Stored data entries
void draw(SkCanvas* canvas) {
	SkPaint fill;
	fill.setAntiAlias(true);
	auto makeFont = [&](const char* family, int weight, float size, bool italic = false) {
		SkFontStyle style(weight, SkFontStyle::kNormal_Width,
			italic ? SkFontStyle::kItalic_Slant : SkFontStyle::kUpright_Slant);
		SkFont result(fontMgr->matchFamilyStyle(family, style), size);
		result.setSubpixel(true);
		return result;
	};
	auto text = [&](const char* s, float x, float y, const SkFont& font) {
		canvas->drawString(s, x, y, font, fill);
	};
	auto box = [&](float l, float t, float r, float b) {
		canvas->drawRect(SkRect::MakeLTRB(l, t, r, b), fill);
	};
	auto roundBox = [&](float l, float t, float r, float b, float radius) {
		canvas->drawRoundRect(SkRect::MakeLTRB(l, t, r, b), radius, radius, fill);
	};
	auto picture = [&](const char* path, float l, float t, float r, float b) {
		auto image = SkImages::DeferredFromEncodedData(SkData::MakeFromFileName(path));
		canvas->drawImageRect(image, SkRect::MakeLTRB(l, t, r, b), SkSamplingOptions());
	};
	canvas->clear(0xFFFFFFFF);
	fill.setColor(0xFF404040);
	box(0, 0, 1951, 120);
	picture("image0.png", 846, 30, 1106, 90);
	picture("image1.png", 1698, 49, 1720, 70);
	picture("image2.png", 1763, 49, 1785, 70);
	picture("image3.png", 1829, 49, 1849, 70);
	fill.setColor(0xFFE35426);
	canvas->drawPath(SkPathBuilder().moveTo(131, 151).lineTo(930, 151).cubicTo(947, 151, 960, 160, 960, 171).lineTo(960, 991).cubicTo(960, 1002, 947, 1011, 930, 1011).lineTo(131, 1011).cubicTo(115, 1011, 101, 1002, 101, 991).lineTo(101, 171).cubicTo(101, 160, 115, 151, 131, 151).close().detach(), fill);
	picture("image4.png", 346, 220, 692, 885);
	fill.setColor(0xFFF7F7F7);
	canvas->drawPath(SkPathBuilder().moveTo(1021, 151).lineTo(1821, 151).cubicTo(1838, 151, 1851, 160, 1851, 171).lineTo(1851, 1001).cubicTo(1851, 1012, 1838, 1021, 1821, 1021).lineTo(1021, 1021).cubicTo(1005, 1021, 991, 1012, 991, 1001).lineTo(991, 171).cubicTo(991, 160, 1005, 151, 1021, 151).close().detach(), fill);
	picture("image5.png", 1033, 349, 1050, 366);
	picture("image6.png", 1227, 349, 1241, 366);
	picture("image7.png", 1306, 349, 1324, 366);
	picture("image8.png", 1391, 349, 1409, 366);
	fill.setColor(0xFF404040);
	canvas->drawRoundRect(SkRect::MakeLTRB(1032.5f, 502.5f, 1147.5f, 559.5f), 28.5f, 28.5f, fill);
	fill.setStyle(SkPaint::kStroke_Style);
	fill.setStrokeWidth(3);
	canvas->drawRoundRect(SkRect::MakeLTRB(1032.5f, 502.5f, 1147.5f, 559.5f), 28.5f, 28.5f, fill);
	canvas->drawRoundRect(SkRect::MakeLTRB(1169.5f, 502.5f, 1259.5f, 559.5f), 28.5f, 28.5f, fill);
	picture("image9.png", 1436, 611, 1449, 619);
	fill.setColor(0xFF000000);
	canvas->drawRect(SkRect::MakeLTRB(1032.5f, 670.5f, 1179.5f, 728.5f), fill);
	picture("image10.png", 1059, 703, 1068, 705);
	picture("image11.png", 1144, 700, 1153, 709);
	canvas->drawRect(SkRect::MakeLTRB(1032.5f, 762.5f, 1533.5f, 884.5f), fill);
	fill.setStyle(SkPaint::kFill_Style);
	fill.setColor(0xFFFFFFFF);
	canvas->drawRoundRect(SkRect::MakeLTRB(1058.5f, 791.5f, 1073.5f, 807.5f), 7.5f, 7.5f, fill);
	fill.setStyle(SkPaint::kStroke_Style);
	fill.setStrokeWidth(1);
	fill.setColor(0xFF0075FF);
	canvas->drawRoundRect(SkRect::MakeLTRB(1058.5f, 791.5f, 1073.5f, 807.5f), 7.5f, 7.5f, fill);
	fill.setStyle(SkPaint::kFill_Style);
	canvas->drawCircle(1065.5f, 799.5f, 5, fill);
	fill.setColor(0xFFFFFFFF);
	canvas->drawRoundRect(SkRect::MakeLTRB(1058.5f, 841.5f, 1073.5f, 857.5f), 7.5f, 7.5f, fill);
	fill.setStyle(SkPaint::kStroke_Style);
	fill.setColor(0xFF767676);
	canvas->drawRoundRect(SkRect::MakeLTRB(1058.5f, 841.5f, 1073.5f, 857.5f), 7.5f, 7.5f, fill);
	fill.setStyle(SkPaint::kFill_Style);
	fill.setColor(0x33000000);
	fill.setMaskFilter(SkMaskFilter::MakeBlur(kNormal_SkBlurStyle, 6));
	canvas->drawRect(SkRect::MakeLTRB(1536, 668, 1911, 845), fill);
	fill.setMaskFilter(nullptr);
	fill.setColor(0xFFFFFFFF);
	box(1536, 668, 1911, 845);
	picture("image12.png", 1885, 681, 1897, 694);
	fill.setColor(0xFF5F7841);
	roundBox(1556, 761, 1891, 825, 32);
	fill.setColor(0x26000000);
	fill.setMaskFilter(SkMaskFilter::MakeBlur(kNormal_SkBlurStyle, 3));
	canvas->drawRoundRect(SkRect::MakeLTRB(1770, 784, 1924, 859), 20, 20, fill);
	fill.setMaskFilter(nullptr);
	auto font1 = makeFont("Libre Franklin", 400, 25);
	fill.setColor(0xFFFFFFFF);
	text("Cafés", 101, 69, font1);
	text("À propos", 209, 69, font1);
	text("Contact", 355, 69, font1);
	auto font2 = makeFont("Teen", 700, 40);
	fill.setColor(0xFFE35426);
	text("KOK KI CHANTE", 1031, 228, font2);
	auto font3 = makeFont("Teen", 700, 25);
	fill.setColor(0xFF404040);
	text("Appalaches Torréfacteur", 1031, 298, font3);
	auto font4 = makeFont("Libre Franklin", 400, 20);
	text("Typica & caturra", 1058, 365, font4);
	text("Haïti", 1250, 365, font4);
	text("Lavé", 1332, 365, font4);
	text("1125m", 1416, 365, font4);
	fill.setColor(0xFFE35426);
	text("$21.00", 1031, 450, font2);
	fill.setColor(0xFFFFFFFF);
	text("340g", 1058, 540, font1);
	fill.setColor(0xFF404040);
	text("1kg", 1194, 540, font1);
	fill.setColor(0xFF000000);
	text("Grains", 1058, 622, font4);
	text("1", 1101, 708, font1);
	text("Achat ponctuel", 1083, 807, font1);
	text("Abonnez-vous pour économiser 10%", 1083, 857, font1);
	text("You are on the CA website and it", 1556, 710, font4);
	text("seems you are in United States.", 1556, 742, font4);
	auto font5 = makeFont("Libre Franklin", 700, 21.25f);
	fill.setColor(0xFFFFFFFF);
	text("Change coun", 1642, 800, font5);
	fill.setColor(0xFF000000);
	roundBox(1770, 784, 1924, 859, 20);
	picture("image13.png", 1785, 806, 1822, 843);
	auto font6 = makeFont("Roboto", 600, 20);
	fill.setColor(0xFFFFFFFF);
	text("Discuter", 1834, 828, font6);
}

* _Description of the task_: Scan the data above and state how many of its lines contain the string "true", with no other content.

* _Response area_: 2